### Assigned task
In the records below, find every line that contains "KOMO" and list it.

Stored data:
--------------------------------
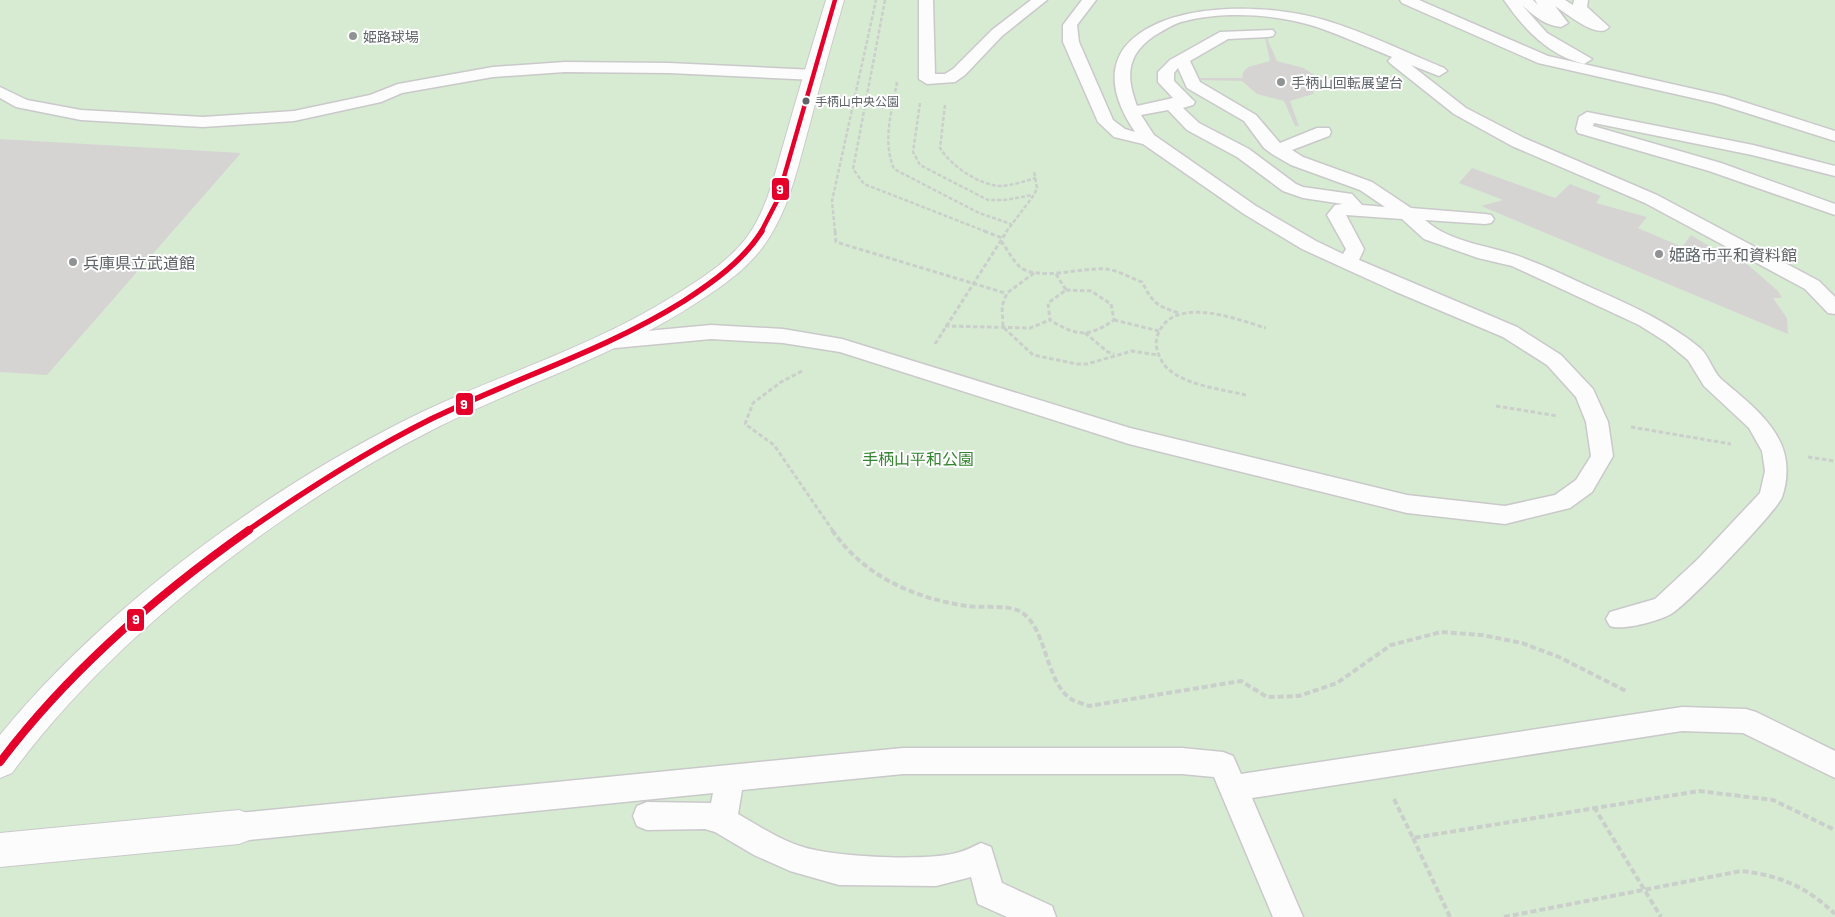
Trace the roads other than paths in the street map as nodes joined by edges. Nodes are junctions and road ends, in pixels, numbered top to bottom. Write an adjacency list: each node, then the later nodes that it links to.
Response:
1 (835, 0): 17 (street)
2 (926, 0): 3 (lane)
3 (1040, 0)
4 (1089, 0): 25 (lane)
5 (1406, 0): 13 (lane)
6 (1511, 0): 11 (lane)
7 (1525, 0): 8 (lane)
8 (1542, 0)
9 (1555, 0): 10 (lane)
10 (1581, 0)
11 (1529, 26): 13 (lane); 19 (lane)
12 (1268, 32): 15 (lane)
13 (1490, 36): 19 (lane)
14 (1378, 46): 16 (lane); 22 (lane); 33 (lane)
15 (1182, 59): 20 (lane); 21 (lane)
16 (1439, 70)
17 (815, 75): 18 (lane); 36 (street)
18 (0, 92)
19 (1719, 99): 24 (lane)
20 (1179, 102): 21 (lane); 22 (lane); 28 (lane)
21 (1225, 104): 26 (lane)
22 (1132, 112): 25 (lane)
23 (1323, 132): 26 (lane)
24 (1835, 136)
25 (1148, 139): 32 (lane)
26 (1278, 150): 30 (lane)
27 (1835, 171): 29 (lane)
28 (1355, 209): 30 (lane); 32 (lane)
29 (1835, 210)
30 (1406, 213): 31 (lane); 37 (lane)
31 (1485, 219)
32 (1348, 263): 36 (lane)
33 (1812, 285): 34 (lane); 35 (lane)
34 (1835, 294)
35 (1835, 308)
36 (615, 341): 38 (street)
37 (1619, 619)
38 (4, 749)
39 (1835, 765): 41 (lane)
40 (730, 778): 41 (lane); 43 (lane); 44 (lane)
41 (1232, 788): 47 (lane)
42 (647, 816): 43 (lane)
43 (722, 820): 46 (lane)
44 (239, 827): 45 (street)
45 (0, 850)
46 (1041, 917)
47 (1288, 917)

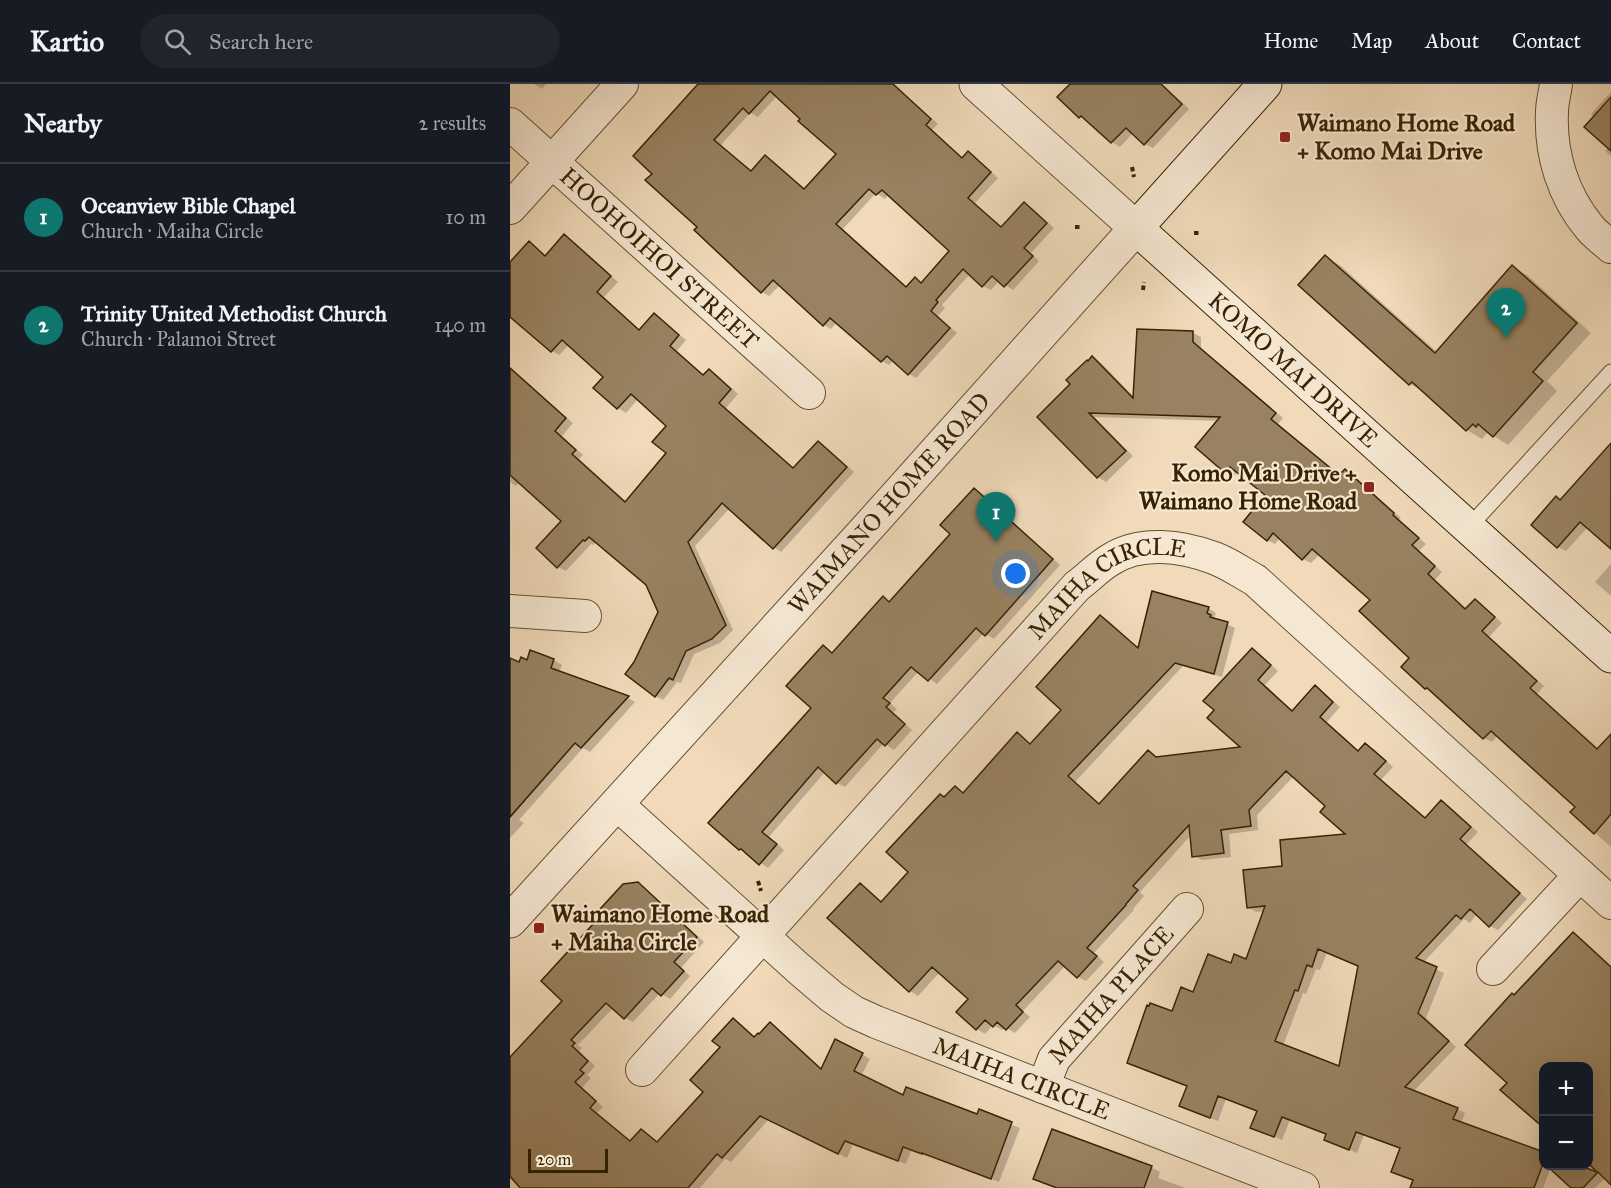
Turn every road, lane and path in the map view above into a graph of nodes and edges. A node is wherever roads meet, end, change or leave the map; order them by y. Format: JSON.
{"nodes":[{"id":1,"x":622,"y":84,"type":"edge"},
{"id":2,"x":975,"y":84,"type":"edge"},
{"id":3,"x":1265,"y":84,"type":"edge"},
{"id":4,"x":1556,"y":84,"type":"edge"},
{"id":5,"x":510,"y":124,"type":"edge"},
{"id":6,"x":552,"y":162,"type":"junction"},
{"id":7,"x":1132,"y":167,"type":"dead end"},
{"id":8,"x":1134,"y":177,"type":"dead end"},
{"id":9,"x":510,"y":208,"type":"edge"},
{"id":10,"x":1075,"y":227,"type":"dead end"},
{"id":11,"x":1081,"y":227,"type":"dead end"},
{"id":12,"x":1136,"y":228,"type":"junction"},
{"id":13,"x":1194,"y":232,"type":"dead end"},
{"id":14,"x":1201,"y":233,"type":"dead end"},
{"id":15,"x":1611,"y":247,"type":"edge"},
{"id":16,"x":1144,"y":282,"type":"dead end"},
{"id":17,"x":1143,"y":290,"type":"dead end"},
{"id":18,"x":1611,"y":372,"type":"edge"},
{"id":19,"x":809,"y":393,"type":"dead end"},
{"id":20,"x":1468,"y":528,"type":"junction"},
{"id":21,"x":510,"y":611,"type":"edge"},
{"id":22,"x":585,"y":616,"type":"dead end"},
{"id":23,"x":1611,"y":656,"type":"edge"},
{"id":24,"x":616,"y":804,"type":"junction"},
{"id":25,"x":1580,"y":875,"type":"junction"},
{"id":26,"x":758,"y":881,"type":"dead end"},
{"id":27,"x":761,"y":891,"type":"dead end"},
{"id":28,"x":1611,"y":903,"type":"edge"},
{"id":29,"x":1187,"y":909,"type":"dead end"},
{"id":30,"x":510,"y":921,"type":"edge"},
{"id":31,"x":762,"y":936,"type":"junction"},
{"id":32,"x":1493,"y":969,"type":"dead end"},
{"id":33,"x":642,"y":1070,"type":"dead end"},
{"id":34,"x":1043,"y":1087,"type":"junction"},
{"id":35,"x":1303,"y":1188,"type":"edge"}],
"edges":[{"from":1,"to":6,"type":"street"},
{"from":2,"to":12,"type":"street","name":"KOMO MAI DRIVE"},
{"from":3,"to":12,"type":"street","name":"WAIMANO HOME ROAD"},
{"from":4,"to":15,"type":"street"},
{"from":5,"to":6,"type":"street","name":"HOOHOIHOI STREET"},
{"from":6,"to":9,"type":"street"},
{"from":6,"to":19,"type":"street","name":"HOOHOIHOI STREET"},
{"from":7,"to":8,"type":"path"},
{"from":10,"to":11,"type":"path"},
{"from":12,"to":20,"type":"street","name":"KOMO MAI DRIVE"},
{"from":12,"to":24,"type":"street","name":"WAIMANO HOME ROAD"},
{"from":13,"to":14,"type":"path"},
{"from":16,"to":17,"type":"path"},
{"from":18,"to":20,"type":"lane"},
{"from":20,"to":23,"type":"street","name":"KOMO MAI DRIVE"},
{"from":21,"to":22,"type":"street"},
{"from":24,"to":30,"type":"street","name":"WAIMANO HOME ROAD"},
{"from":24,"to":31,"type":"street","name":"MAIHA CIRCLE"},
{"from":25,"to":28,"type":"street","name":"MAIHA CIRCLE"},
{"from":25,"to":31,"type":"street","name":"MAIHA CIRCLE"},
{"from":25,"to":32,"type":"street"},
{"from":26,"to":27,"type":"path"},
{"from":29,"to":34,"type":"street","name":"MAIHA PLACE"},
{"from":31,"to":33,"type":"street"},
{"from":31,"to":34,"type":"street","name":"MAIHA CIRCLE"},
{"from":34,"to":35,"type":"street","name":"MAIHA CIRCLE"}]}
--------------------------------
### Task output
{"from":2,"to":12,"type":"street","name":"KOMO MAI DRIVE"},
{"from":12,"to":20,"type":"street","name":"KOMO MAI DRIVE"},
{"from":20,"to":23,"type":"street","name":"KOMO MAI DRIVE"},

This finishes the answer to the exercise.